Though on current form it will probably be George Formby Prepared Banjo Evolutions.


----------



## dcoscina (Jul 18, 2019)

If it's Air Reverb, count me in! Even another instalment to the Albion line would be neat but it couldn't be Albion 2 because Loegria or whatever is already out there. It would be Albion 4 or 5 or whatever they are up to. I tapped out after Incini....


----------



## idematoa (Jul 18, 2019)

His Name : Orbis ? Orbis A/B... 

From https://twitter.com/SpitfireAudio


----------



## Mornats (Jul 18, 2019)

idematoa said:


> His Name : Orbis ? Orbis A/B...
> 
> From https://twitter.com/SpitfireAudio



Roy Orbison Toolkit.


----------



## bigcat1969 (Jul 18, 2019)

Being me I think it is the announcement of an entirely free 3154 sample basic orchestra based on their new engine.

Isn't it already 18:00 in Germany? The stream seems to be on hold atm.


----------



## VinRice (Jul 18, 2019)

eDNA style instrument in the new player


----------



## idematoa (Jul 18, 2019)




----------



## redlester (Jul 18, 2019)

“Go beyond the orchestra”? What, into the audience? It’s a library of authentic audience noises such as shuffling and a range of coughing from muted to downright deafening (automatable). 

The Pro version includes 6 different types of sneezing.


----------



## Zoot_Rollo (Jul 18, 2019)

nice ui


----------



## Geoff Grace (Jul 18, 2019)

The Webpage is up:

Orbis - The World Synthesizer

Normal price: $349, Sale price: $269.

Best,

Geoff


----------



## windyweekend (Jul 18, 2019)

What a stunning looking UI - best of their bespoke TwoOfUs UI and eDNA, plus a synth combined with Fanshaw’s material. 

What a beaut. This looks dreamy. Nice work Spitfire.


----------



## redlester (Jul 18, 2019)

Geoff Grace said:


> The Webpage is up:
> 
> Orbis - The World Synthesizer
> 
> ...



50% discount if you have the previous Fanshawe stuff.


----------



## avocado89 (Jul 18, 2019)

I hate to be a negative nancy but "meh". Not super impressed. The past 4 releases have been so-so from Spitfire Audio. Don't get me wrong, I am a big fan of 90% of their sample libraries but the last library I truely loved was LCO Textures, everything after that hasn't really piqued my interest. It's not that Kepler or HCT were bad libraries, but with Kepler's CPU HOG issues and HCT just not doing it for me - I've lost some interest.
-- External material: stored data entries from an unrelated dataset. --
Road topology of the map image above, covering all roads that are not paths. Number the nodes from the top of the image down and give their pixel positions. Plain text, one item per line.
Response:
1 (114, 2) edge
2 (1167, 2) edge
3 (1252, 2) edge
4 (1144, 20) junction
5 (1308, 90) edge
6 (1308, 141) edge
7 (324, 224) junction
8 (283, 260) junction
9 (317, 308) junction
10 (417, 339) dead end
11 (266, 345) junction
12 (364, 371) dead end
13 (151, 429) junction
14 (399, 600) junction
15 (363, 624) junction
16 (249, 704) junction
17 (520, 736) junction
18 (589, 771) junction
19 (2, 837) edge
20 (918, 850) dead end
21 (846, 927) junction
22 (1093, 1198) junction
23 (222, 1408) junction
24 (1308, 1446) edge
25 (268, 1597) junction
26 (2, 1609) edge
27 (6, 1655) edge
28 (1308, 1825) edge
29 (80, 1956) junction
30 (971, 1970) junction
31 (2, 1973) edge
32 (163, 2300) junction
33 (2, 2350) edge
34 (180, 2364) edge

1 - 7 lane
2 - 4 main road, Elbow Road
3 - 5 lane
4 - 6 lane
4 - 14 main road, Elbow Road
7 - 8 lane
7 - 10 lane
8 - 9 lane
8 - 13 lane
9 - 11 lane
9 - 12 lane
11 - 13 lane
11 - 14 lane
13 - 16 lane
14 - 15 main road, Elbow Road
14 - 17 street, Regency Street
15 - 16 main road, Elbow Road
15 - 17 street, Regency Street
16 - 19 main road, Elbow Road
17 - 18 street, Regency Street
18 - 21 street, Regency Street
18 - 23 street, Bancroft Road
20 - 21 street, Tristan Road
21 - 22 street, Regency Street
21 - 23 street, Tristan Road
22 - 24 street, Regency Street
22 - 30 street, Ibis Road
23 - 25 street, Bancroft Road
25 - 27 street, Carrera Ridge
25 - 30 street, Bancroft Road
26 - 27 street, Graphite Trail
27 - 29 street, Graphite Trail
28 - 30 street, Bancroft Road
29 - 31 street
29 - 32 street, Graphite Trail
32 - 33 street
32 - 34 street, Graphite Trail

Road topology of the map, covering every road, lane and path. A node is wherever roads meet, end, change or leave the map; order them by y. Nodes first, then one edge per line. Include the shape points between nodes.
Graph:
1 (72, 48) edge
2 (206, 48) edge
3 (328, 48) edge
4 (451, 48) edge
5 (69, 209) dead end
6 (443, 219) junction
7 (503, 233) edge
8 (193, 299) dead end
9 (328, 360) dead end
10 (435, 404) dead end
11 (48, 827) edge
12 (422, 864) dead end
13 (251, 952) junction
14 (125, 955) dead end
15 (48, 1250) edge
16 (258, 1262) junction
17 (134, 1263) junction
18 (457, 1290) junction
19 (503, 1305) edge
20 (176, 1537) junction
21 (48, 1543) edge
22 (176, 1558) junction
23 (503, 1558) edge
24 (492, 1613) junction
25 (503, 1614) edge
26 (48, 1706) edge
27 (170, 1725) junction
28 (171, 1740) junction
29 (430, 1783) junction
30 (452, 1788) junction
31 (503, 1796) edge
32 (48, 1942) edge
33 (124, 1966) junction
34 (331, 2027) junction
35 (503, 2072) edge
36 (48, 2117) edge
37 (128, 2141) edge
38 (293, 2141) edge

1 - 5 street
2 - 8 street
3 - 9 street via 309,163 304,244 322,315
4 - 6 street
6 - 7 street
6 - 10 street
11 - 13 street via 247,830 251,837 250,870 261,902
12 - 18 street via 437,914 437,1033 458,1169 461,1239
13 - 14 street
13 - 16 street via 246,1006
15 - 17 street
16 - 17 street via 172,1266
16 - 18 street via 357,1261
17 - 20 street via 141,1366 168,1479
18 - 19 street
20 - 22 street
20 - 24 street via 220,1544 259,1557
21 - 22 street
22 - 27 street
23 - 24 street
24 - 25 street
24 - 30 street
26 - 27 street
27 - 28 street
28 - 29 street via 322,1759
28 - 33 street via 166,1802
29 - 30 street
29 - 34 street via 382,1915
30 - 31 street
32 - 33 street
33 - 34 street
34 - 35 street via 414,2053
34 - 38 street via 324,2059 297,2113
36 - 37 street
Plus ORBIS and the ambient guitars, just seem like rehashes to me. Also, $349 for this found sound library? Which is essentially an old product repackaged with a bit of extra content. Seems a bit steep to me, even with the discount price.


----------



## BezO (Jul 18, 2019)

Not NKS?


----------



## robgb (Jul 18, 2019)

All libraries free for one day?


----------



## heylimes (Jul 18, 2019)

avocado89 said:


> I hate to be a negative nancy but "meh". Not super impressed. The past 4 releases have been so-so from Spitfire Audio. Don't get me wrong, I am a big fan of 90% of their sample libraries but the last library I truely loved was LCO Textures, everything after that hasn't really piqued my interest. It's not that Kepler or HCT were bad libraries, but with Kepler's CPU HOG issues and HCT just not doing it for me - I've lost some interest. Plus ORBIS and the ambient guitars, just seem like rehashes to me. Also, $349 for this found sound library? Which is essentially an old product repackaged with a bit of extra content. Seems a bit steep to me, even with the discount price.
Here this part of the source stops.